----- SUPPLIED DATA -----

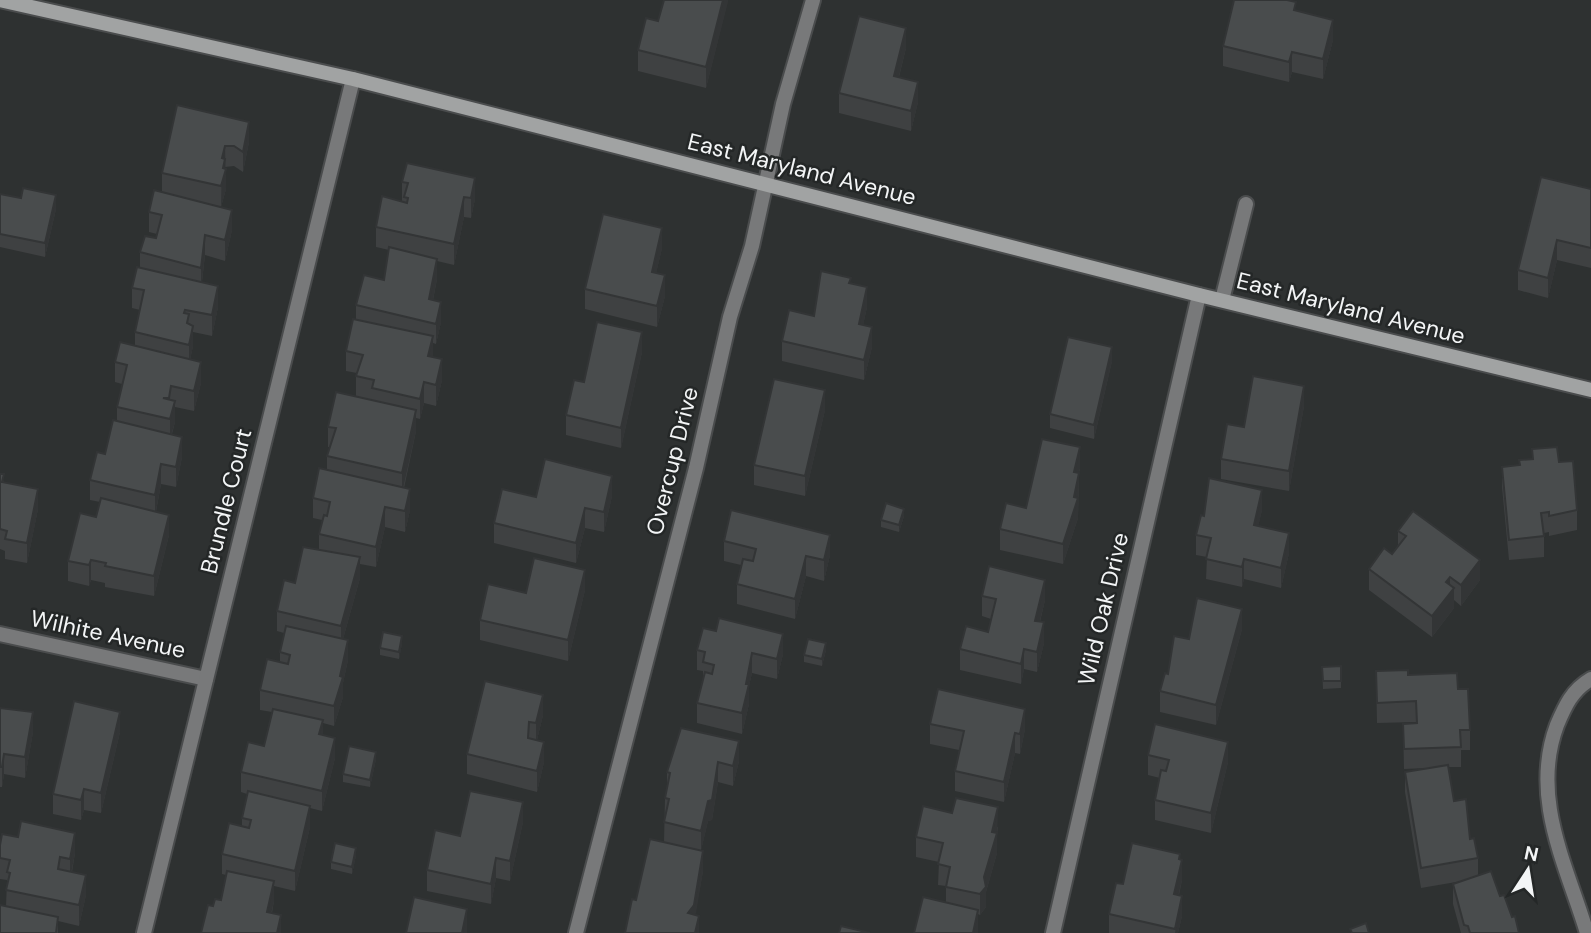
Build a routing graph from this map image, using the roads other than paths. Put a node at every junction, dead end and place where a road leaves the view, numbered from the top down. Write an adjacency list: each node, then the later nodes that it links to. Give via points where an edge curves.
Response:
1 (0, 0): 3 (street, East Maryland Avenue)
2 (813, 0): 4 (street, Overcup Drive)
3 (354, 79): 4 (street, East Maryland Avenue); 10 (street, Brundle Court)
4 (765, 183): 6 (street, East Maryland Avenue); 13 (street, Overcup Drive)
5 (1246, 204): 7 (street)
6 (1199, 295): 7 (street, East Maryland Avenue); 14 (street, Wild Oak Drive)
7 (1222, 300): 8 (street, East Maryland Avenue)
8 (1591, 390)
9 (0, 634): 10 (street, Wilhite Avenue)
10 (206, 679): 12 (street, Brundle Court)
11 (1591, 679): 15 (street, via 1564,707 1546,769 1550,820)
12 (144, 933)
13 (576, 933)
14 (1053, 933)
15 (1587, 933)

-----

* [WORK TASK]: Pictures aside, the material must be written out word for word.

* [ANSWER BELOW]:
Build a routing graph from this map image, using the roads other than paths. Put a node at every junction, dead end and place where a road leaves the view, numbered from the top down. Write an adjacency list: each node, then the later nodes that it links to. Give via points where an edge curves.
Response:
1 (0, 0): 3 (street, East Maryland Avenue)
2 (813, 0): 4 (street, Overcup Drive)
3 (354, 79): 4 (street, East Maryland Avenue); 10 (street, Brundle Court)
4 (765, 183): 6 (street, East Maryland Avenue); 13 (street, Overcup Drive)
5 (1246, 204): 7 (street)
6 (1199, 295): 7 (street, East Maryland Avenue); 14 (street, Wild Oak Drive)
7 (1222, 300): 8 (street, East Maryland Avenue)
8 (1591, 390)
9 (0, 634): 10 (street, Wilhite Avenue)
10 (206, 679): 12 (street, Brundle Court)
11 (1591, 679): 15 (street, via 1564,707 1546,769 1550,820)
12 (144, 933)
13 (576, 933)
14 (1053, 933)
15 (1587, 933)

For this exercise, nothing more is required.